5. Ou seja: ser protestante é um modo diferente de ser católico - uma adesão a conteúdo e prática normativos? Ou ser protestante é um modo radicalmente novo - e cada vez mais novo - de lidar com as Escrituras, com a "fé", com a vida? Ser protestante tem a ver com processo de consciência? Ou tem a ver com manutenção da tradição? O que é ser, afinal, protestante? Quem sou eu, afinal? Quem é esse que me olha, agora, desde o coração da angústia?
OSVALDO LUIZ RIBEIRO
2. A identidade protestante apontará, também, para um conteúdo? Ser protestante é, como fez Lutero, abraçar uma cristologia soteriológica de caráter alegórico-normativo? Ser protestante é ser evangélico, mas em estilo europeu? Não se consegue me vender a história de uma Reforma que se distingue do Catolicismo por conta de sua fundamentação bíblica. Isso nunca houve. O que houve foi a substituição da base retórico-política da sustentação do dogma, que antes incidia sobre o clero, para a Escritura - mas, atenção: o dogma! Nunca se abriu mão do dogma, da doutrina, da fé (no mesmo sentido em que a palavra fé é empregada em Judas) [aí está o segredo da Teologia como Metáfora - ela sabe qual é a jóia da coroa, ela sabe em que não se pode tocar]. "Livre-exame", na Reforma, era um modo de dizer "livre de Roma", ou seja, "do jeito luterano". Não tinha nada a ver - e, na prática, não tem - com "exegese crítica".
3. Certo é que a Reforma pôs a Bíblia na mão do povo. Ainda que tenha sido essa também uma ação política, que ainda funciona muito bem nas milhões de comunidades-irmãs daquela primeira - uma Escritura a legitimar uma Doutrina -, ñunca houve intenção verdadeira no sentido de problematizar a fé e perscrutar o "real" (histórico - riem-se de mim os não-fundacionais de todo tipo e justificativa...) sentido das passagens bíblicas - as Declarações de Fé das inúmeras denominações cristãs não nos deixam mentir.
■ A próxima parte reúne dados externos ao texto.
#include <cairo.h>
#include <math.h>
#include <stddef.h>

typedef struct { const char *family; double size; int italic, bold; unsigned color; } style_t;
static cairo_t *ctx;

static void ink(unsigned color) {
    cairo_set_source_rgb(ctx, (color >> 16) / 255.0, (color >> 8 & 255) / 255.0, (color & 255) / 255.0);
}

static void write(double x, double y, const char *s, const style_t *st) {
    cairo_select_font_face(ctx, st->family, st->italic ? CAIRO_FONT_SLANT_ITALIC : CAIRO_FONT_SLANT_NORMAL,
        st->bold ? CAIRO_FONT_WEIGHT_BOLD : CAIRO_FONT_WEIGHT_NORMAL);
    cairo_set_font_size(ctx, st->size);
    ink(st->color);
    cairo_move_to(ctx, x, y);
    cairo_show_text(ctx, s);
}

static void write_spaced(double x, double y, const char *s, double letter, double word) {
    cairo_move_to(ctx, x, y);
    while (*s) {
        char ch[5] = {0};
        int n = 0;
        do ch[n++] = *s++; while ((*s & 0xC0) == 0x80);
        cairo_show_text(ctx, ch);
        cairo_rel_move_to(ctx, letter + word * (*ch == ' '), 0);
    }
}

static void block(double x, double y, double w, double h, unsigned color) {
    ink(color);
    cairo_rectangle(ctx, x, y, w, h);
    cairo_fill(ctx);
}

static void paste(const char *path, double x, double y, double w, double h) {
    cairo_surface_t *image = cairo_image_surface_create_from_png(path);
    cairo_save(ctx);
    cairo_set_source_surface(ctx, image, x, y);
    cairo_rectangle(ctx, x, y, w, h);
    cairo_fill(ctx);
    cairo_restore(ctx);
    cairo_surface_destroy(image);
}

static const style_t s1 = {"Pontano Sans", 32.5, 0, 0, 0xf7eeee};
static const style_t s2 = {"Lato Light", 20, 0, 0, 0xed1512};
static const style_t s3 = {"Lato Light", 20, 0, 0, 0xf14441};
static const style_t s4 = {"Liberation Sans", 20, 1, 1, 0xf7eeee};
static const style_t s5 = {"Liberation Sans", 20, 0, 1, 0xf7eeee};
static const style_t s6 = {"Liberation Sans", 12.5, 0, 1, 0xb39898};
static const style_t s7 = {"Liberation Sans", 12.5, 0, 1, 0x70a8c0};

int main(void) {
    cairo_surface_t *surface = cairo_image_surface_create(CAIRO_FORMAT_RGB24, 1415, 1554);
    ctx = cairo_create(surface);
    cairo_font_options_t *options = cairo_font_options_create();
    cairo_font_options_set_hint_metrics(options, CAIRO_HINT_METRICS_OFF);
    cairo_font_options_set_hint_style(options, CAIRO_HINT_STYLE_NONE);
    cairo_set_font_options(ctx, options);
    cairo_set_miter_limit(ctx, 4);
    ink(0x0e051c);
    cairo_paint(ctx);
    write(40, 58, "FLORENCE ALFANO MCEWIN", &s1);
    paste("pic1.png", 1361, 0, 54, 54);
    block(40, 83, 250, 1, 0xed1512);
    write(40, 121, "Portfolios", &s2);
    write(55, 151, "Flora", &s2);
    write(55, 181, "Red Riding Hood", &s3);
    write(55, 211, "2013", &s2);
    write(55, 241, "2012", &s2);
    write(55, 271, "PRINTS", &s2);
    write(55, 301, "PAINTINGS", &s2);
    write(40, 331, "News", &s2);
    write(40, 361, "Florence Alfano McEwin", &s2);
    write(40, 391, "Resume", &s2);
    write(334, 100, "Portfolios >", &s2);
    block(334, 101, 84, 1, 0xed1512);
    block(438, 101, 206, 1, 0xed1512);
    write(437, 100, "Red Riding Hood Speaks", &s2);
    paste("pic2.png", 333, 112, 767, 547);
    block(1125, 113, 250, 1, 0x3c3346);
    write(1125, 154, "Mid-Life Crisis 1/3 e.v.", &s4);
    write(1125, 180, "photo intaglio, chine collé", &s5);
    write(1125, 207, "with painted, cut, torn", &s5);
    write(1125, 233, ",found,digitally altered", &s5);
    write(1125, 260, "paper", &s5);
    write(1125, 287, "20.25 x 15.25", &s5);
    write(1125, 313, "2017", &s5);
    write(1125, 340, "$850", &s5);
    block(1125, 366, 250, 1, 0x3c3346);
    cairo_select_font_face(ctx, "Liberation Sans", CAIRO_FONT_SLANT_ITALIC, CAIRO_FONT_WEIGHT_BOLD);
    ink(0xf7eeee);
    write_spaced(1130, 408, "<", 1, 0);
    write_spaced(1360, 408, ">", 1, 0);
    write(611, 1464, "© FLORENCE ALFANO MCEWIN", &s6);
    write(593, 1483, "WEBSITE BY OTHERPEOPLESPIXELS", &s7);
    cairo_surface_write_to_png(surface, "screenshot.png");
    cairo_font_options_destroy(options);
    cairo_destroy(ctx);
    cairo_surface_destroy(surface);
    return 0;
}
Ser protestant era ser um tipo diferente de católico. E ainda o é.
4. Mas o que me persegue é o que eu quero dizer quando eu mesmo digo que sou protestante. Do que estou falando? Sou-o, porque aceito as doutrinas protestantes? Mas quais? Uma cristologia nicênica? No fundo, Lutero não tem uma relação fundamental com as Escrituras. Tem com o Cristo da "floresta" - o de Nicéia, que também pomos na estrada para Damasco... Mas, quando invoco a palavra, invoco-a no sentido da liberdade em face de tudo e de todos, na direção da prerrogativa da consciência e, levando-se em conta que o digo 500 anos depois de ela ter sido proferida, em contexto, agora, pós-dogmático, pós-metafísico, exegético, crítico, emancipado. Direi: a palavra "protestante", quando a pronuncio, não tem mais a identidade disfarçada do catolicismo normativo - transformou-se em iconoclastia inexorável.
5. Ou seja: ser protestante é um modo diferente de ser católico - uma adesão a conteúdo e prática normativos? Ou ser protestante é um modo radicalmente novo - e cada vez mais novo - de lidar com as Escrituras, com a "fé", com a vida? Ser protestante tem a ver com processo de consciência? Ou tem a ver com manutenção da tradição? O que é ser, afinal, protestante? Quem sou eu, afinal? Quem é esse que me olha, agora, desde o coração da angústia?